#### [Activity]
Count up the lines below that hold "image", then give that count by itself.

+--

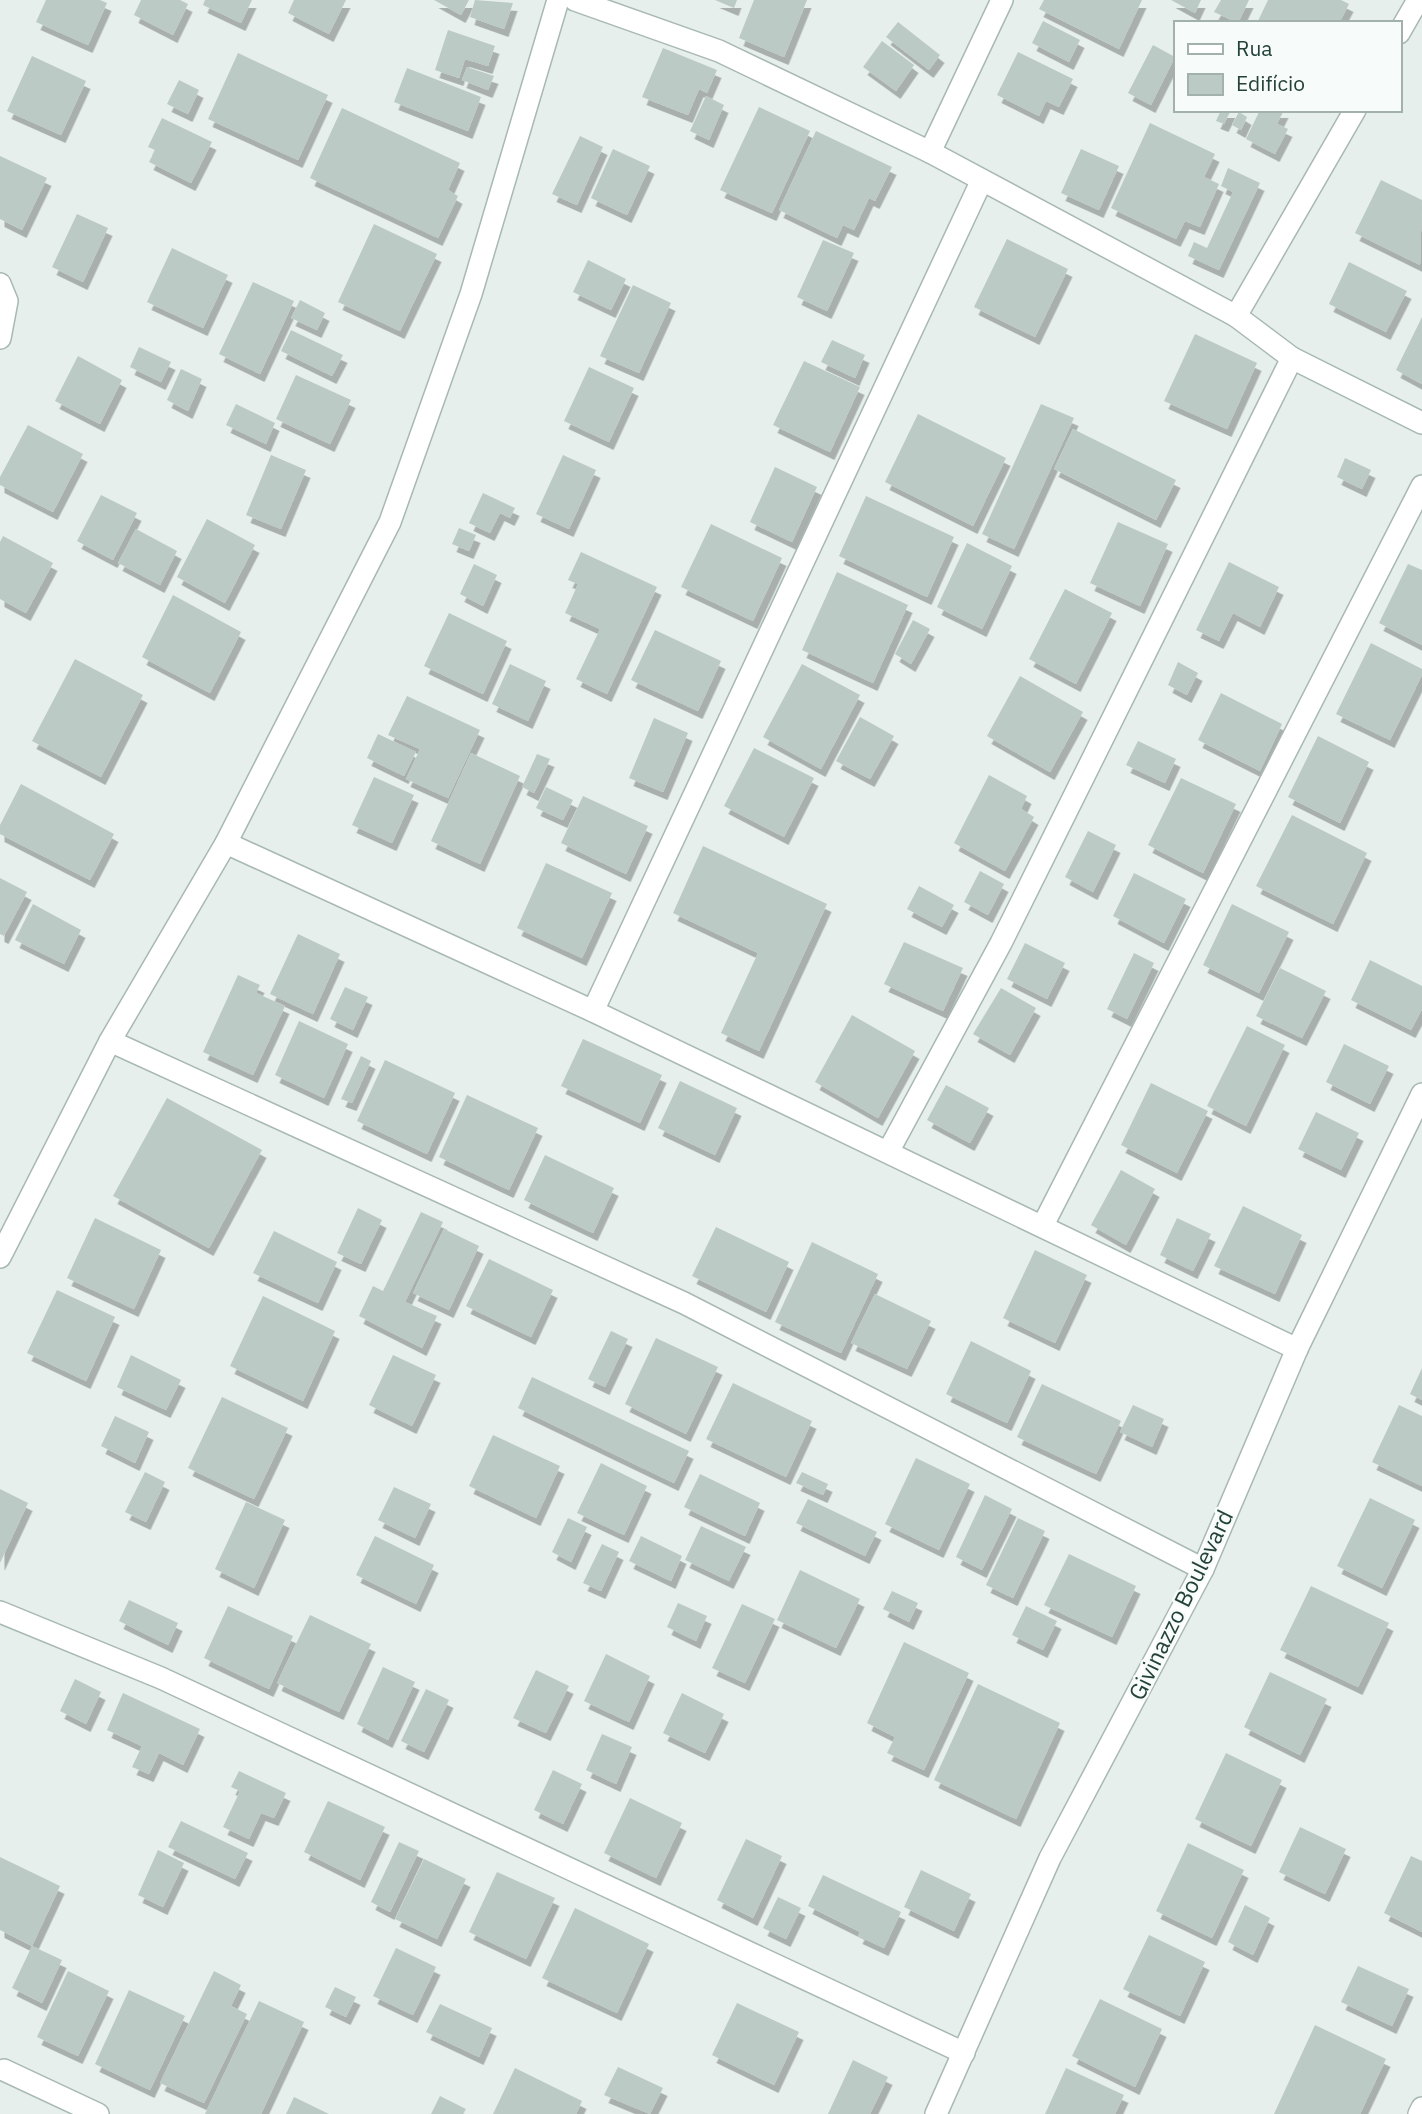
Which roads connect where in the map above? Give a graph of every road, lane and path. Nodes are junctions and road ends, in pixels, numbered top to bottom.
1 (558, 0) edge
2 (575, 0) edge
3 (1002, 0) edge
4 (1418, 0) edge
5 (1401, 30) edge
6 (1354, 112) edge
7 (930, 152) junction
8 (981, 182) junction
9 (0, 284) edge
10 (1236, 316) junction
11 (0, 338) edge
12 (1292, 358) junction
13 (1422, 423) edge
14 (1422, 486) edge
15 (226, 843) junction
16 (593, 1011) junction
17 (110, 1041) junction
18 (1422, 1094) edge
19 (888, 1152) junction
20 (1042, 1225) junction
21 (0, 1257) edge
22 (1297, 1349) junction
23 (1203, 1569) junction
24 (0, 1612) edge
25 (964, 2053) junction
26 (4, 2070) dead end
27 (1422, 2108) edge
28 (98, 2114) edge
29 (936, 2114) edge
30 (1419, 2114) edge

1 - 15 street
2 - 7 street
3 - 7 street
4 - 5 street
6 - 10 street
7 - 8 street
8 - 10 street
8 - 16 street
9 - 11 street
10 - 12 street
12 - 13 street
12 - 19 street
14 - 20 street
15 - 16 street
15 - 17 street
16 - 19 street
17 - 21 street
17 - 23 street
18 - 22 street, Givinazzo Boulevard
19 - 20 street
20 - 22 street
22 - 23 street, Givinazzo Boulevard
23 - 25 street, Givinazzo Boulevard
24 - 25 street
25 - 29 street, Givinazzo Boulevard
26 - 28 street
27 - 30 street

+--

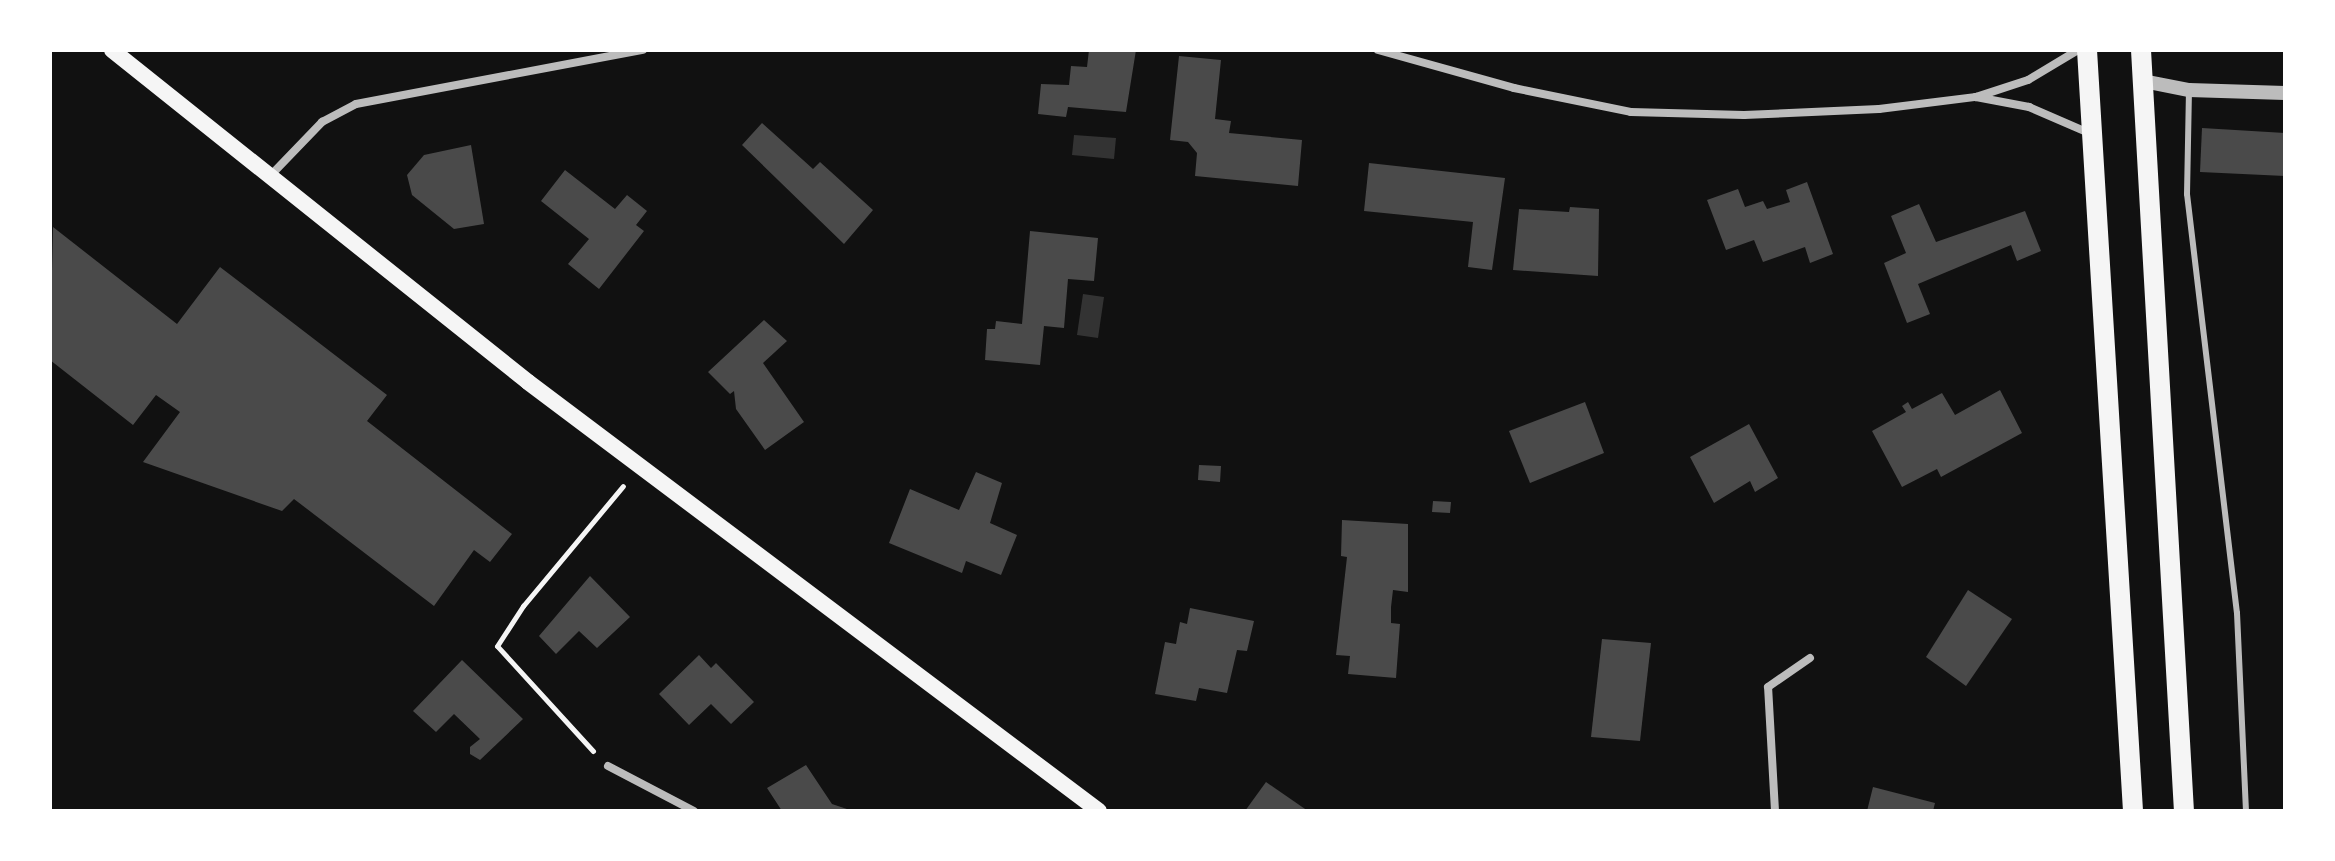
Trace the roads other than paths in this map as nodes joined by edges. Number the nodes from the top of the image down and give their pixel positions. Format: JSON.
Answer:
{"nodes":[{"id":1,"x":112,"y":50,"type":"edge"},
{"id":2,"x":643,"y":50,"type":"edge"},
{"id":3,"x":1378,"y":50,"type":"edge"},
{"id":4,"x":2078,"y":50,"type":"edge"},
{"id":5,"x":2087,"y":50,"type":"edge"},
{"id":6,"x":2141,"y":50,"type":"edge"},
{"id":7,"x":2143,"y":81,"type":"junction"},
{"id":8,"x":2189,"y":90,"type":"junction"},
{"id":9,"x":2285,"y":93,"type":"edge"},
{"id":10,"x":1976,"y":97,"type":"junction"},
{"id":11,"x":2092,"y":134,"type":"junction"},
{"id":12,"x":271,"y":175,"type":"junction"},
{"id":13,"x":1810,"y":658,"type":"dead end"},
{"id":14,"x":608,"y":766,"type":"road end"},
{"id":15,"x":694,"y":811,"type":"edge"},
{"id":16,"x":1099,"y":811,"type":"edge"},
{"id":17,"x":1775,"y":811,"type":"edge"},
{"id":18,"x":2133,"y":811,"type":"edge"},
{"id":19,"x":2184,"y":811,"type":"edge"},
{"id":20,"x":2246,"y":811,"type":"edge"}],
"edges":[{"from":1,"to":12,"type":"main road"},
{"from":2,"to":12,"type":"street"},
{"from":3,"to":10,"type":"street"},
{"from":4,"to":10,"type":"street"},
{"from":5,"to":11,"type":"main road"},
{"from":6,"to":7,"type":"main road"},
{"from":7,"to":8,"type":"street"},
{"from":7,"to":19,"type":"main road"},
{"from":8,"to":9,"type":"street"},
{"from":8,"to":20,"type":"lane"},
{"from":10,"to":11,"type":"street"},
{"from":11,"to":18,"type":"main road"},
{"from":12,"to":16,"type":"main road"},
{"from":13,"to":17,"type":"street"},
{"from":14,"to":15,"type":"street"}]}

+--

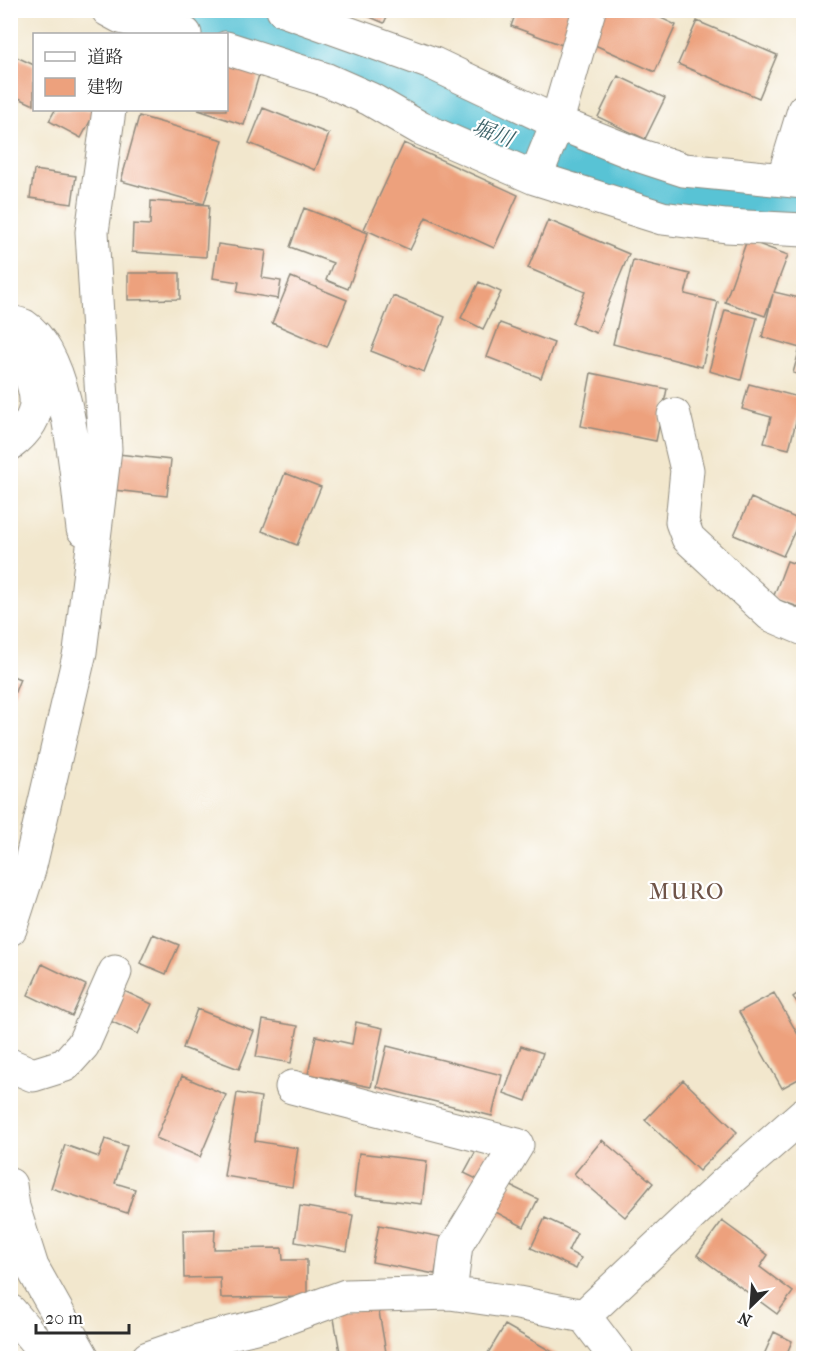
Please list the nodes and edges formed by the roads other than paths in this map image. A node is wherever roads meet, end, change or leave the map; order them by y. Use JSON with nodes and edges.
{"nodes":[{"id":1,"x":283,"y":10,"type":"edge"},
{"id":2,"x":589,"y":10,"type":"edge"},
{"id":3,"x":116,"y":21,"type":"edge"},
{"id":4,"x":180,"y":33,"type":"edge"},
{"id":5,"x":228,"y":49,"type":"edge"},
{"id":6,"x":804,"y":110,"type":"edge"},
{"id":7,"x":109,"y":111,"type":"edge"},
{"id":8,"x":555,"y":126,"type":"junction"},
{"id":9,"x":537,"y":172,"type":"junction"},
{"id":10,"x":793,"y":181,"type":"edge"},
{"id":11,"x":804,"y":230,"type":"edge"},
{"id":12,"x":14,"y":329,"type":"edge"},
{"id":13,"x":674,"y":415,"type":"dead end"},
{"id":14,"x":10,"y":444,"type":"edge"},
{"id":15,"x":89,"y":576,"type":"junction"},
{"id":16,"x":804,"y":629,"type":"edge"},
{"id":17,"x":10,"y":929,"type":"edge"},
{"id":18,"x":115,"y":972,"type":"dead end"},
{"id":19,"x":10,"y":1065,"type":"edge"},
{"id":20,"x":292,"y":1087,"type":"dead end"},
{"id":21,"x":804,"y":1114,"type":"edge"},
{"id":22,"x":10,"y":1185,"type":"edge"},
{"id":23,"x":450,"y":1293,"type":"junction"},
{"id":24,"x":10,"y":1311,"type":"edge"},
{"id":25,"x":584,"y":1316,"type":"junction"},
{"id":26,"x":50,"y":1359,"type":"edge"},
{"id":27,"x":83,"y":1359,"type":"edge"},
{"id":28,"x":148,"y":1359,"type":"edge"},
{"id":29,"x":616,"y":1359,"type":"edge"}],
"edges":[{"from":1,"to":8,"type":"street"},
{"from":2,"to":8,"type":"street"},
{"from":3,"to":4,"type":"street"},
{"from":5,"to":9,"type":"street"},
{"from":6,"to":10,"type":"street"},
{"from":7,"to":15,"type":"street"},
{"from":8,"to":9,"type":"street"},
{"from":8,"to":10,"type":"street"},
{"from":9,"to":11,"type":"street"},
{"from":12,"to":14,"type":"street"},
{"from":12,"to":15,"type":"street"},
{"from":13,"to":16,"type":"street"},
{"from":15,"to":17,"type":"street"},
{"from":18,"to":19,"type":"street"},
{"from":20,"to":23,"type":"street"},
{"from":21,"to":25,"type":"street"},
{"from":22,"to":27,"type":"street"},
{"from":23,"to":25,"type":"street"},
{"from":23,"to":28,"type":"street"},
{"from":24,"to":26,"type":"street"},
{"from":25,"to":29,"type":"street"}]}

+--

#### [Answer to the problem]
2